Once you have a sidewalk for yourself, other obstacles are waiting to attack you surprisingly: open holes in the streets, sharp steel sticks, holy offerings in palm leaf baskets, sand hills, trash or scooters parked carelessly. Things that don’t belong where people are walking on. There is just one single advice that I can give you for streets on Bali: Open your eyes while walking!
To cross a street can become daunting. A friend who holds your hand can be a real help. Regarding my clumsy behaviour in traffic it’s a necessity.
We have to turn somewhere, my boyfriend says. We’re on our way to the scooter rental. Yes, you nailed it; we have to admit that the Indonesians were right. Without a scooter nothing works here. One month we want to explore Bali and the traffic is part of it that we’re willing to fight.
A scooter is the only vehicle on the island apart from taxis and cars. Rental cars can just be booked in combination with a driver because the risk of a car accident is too high. Tour buses also operate but they’re way too expensive and impractical in Bali.
Here are the main pros why you should rent a scooter if you want to travel around in Bali
…is much cheaper than paying for a tour.
…offers more freedom and flexibility in planning trips.
…allows an individual way of immersing into a culture as you can spontaneously take a turn into the next side street.
…drive is refreshing in the heat.
…can be parked anywhere even in tiny spots.
The tropical humidity gnaws at our energy supplies. We pass by a brown river that is full of trash. It seems like the sewers of the city end up here. Despite that, we see a man catching fish. Hopefully that’s not what will end up on our plates, we think, and at the same moment we know it will.
After an hour walk, we arrive in Kuta, the main tourist area. We decide to go to a shop for some cool drinks. Furthermore, we arrange the meeting point with the guy from the scooter rental. It starts to rain. Not strong. The monsoon shows its on-off presence in these months. I ask Hemmo if he’s afraid of driving at hard rainfalls. He shakes his head. I hope nothing will happen to us. If you would ask me to drive a scooter amongst this horrible traffic where only the locals seem to know the rules, I would surrender. Hemmo however is not afraid of the Bali scooter challenge.
The scooter guy shows up. He is a good friend of our Indonesian friend we couchsurf at. We get the scooter for a fair price far from the rip-off-white people-prices. He doesn’t ask for the drivers license nor the passport. Hemmo even bought an international drivers license which specifically excludes scooters in Indonesia as the number of accidents involving tourists has been too high in the past. After a couple of minutes, the deal is sealed. The guy hands us the keys together with two helmets and a huge rain poncho. We don’t have to sign any papers. The deal ends with a hand shake. Mutual trust is the only thing that this deal is based on. He stresses that he only rents to friends of friends.

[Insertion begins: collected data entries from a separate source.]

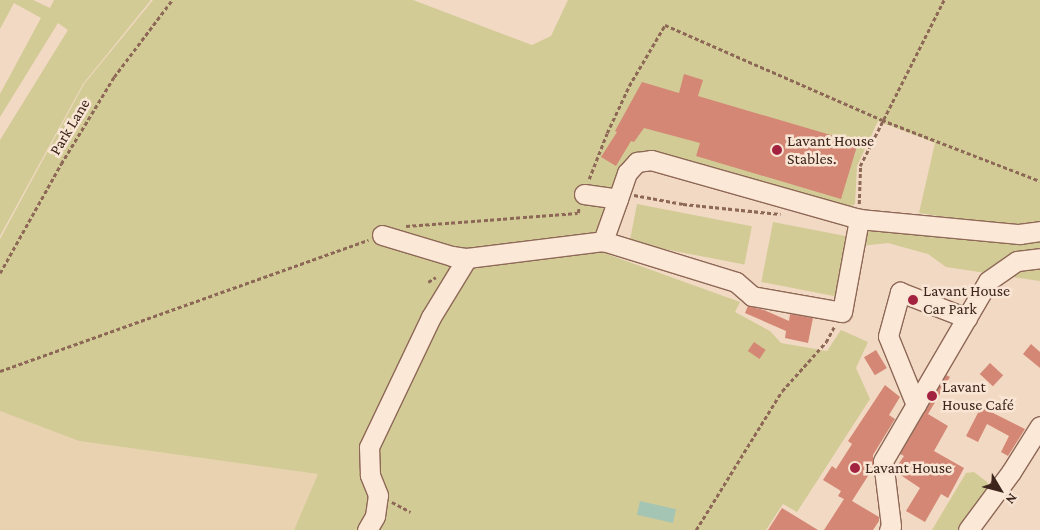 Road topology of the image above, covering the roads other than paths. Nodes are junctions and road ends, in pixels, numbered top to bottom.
1 (584, 194) road end
2 (619, 196) junction
3 (859, 219) junction
4 (1040, 231) edge
5 (382, 235) road end
6 (604, 241) junction
7 (467, 258) junction
8 (1040, 258) edge
9 (967, 318) junction
10 (916, 405) junction
11 (1040, 426) edge
12 (367, 530) edge
13 (889, 530) edge
14 (968, 530) edge

1 - 2 lane
2 - 3 lane
2 - 6 lane
3 - 4 lane
3 - 6 lane
5 - 7 lane
6 - 7 lane
7 - 12 lane
8 - 9 lane
9 - 10 lane
9 - 10 lane
10 - 13 lane
11 - 14 lane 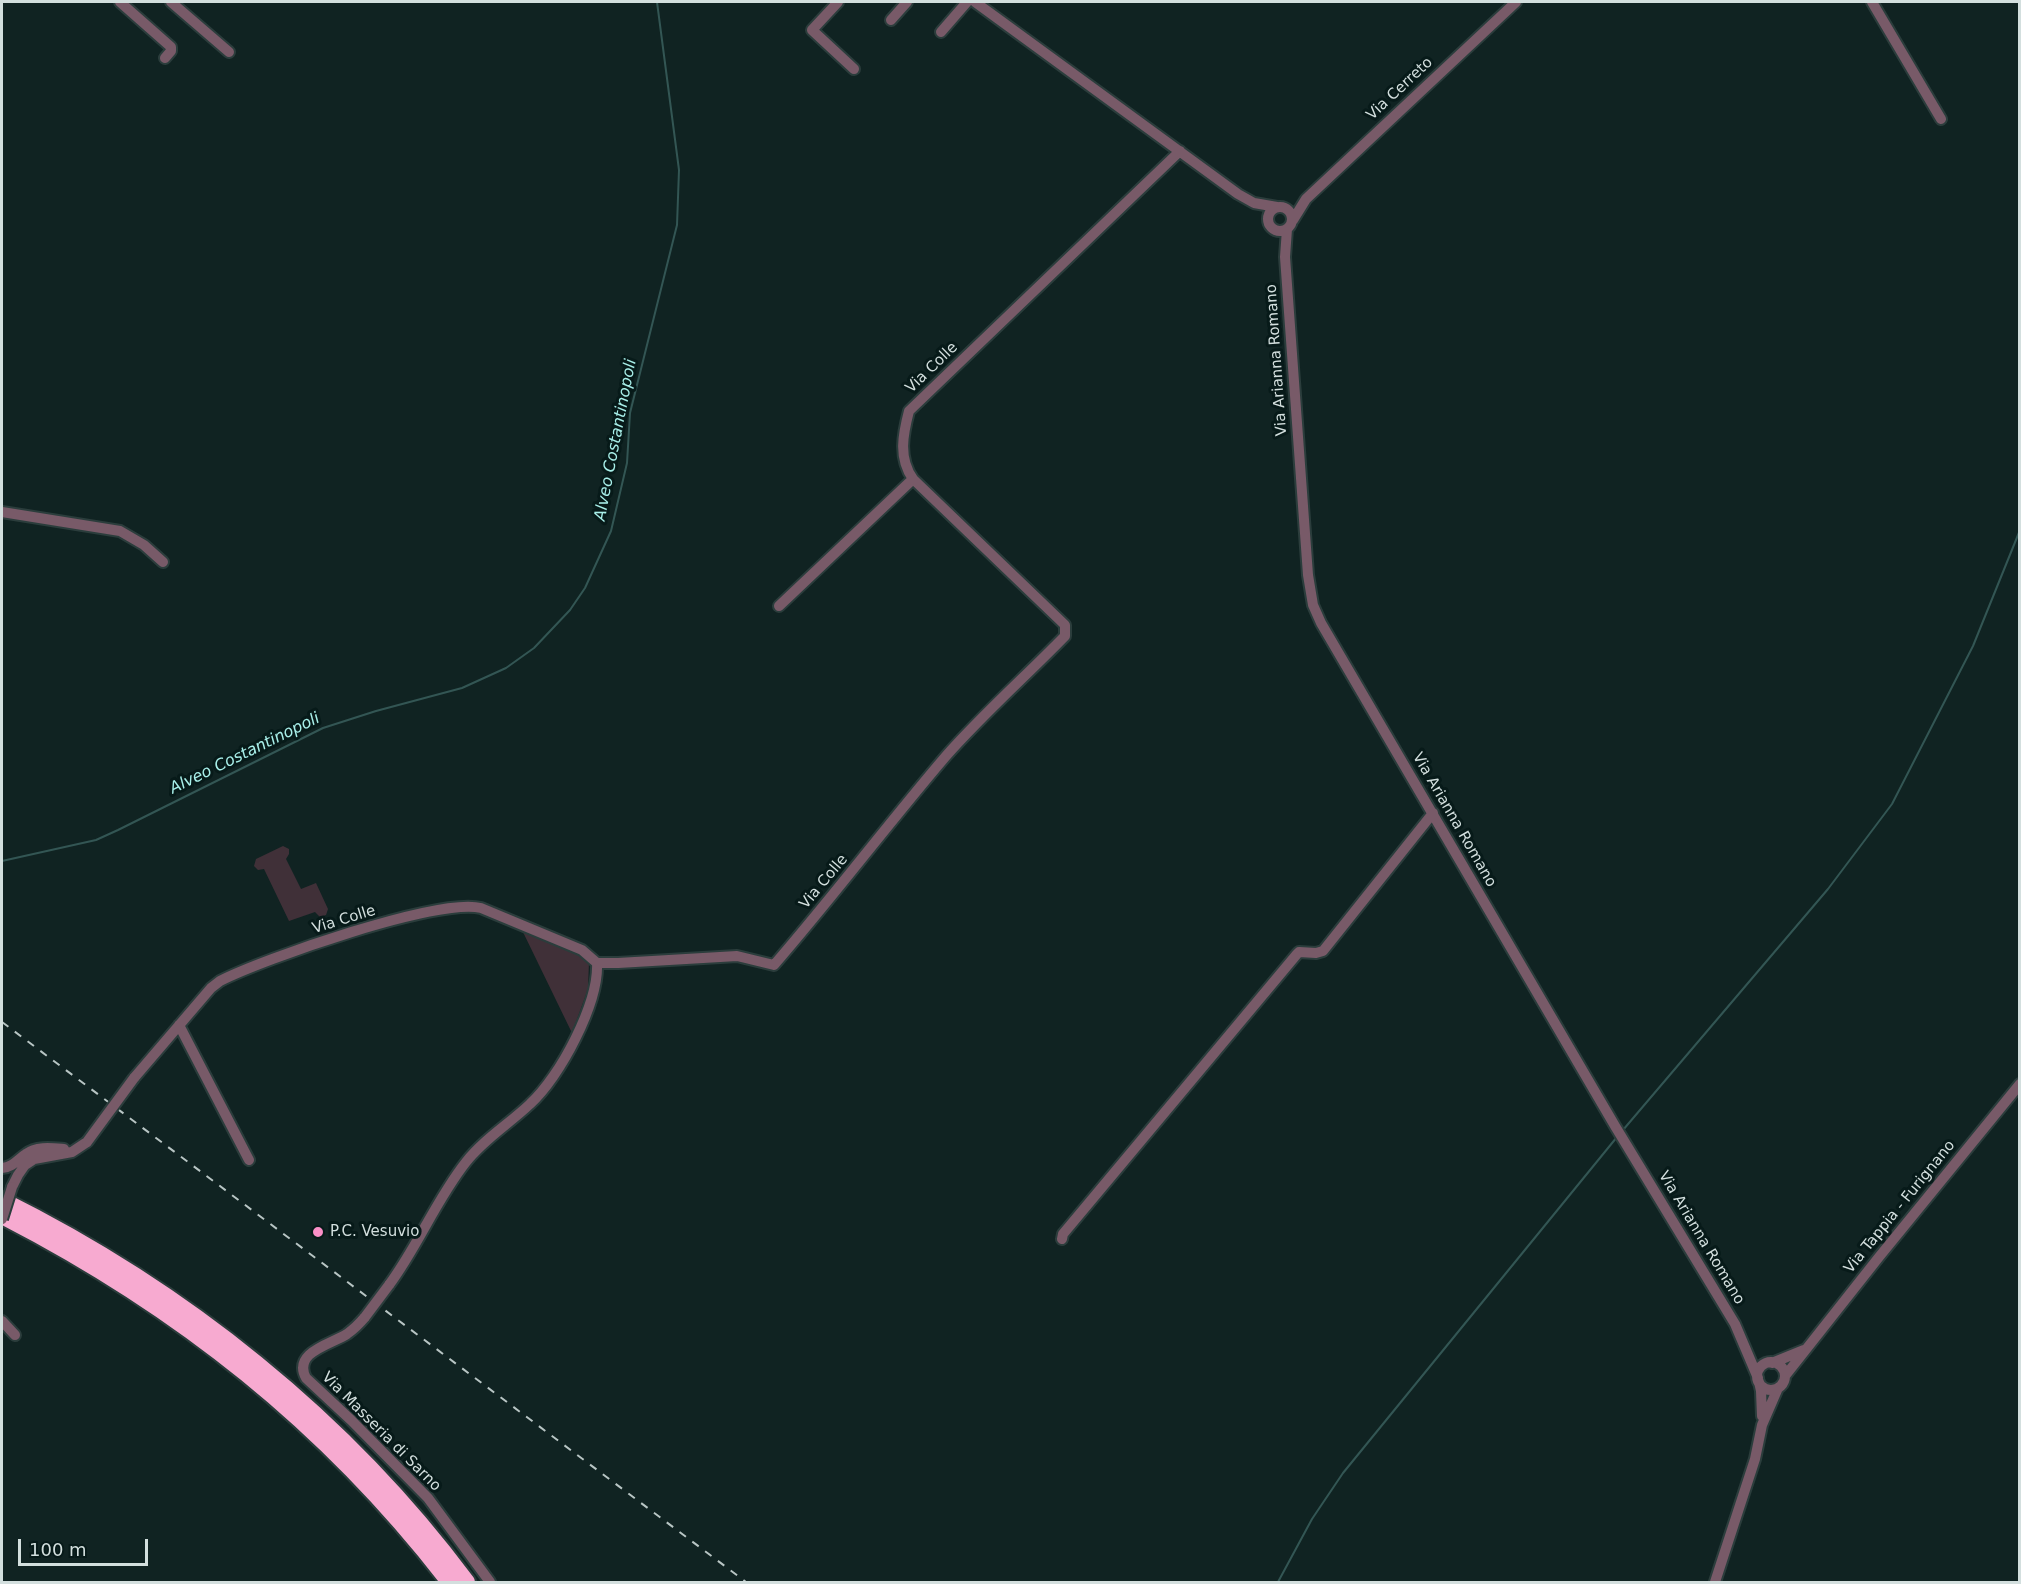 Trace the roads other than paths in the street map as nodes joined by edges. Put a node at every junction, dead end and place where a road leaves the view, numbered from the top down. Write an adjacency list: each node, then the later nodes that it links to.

We get on the Honda scooter. My helmet is a little bit loose but it’s better than no helmet. My arms embrace my driver’s hip. We have no idea where we’re heading to. It doesn’t matter. We drive around to get used to the scooter.
The traffic is a nuisance at any time of day and night. From now on we belong to them – to the scooter folk, the kings of the streets.
Hemmo adapts quickly to the scary manoeuvres of the overtaking vehicles. I am relieved that we have a smooth flow in the mass. As a German, driving on the left side is still new and adventurous to me. Apart from one tourist who cut us off, the street follows our movements. The biggest danger here are, unfortunately, the tourists – or bules how Indonesians would call foreigners. Due to those mindless drivers, the international drivers license is no longer valid for scooters.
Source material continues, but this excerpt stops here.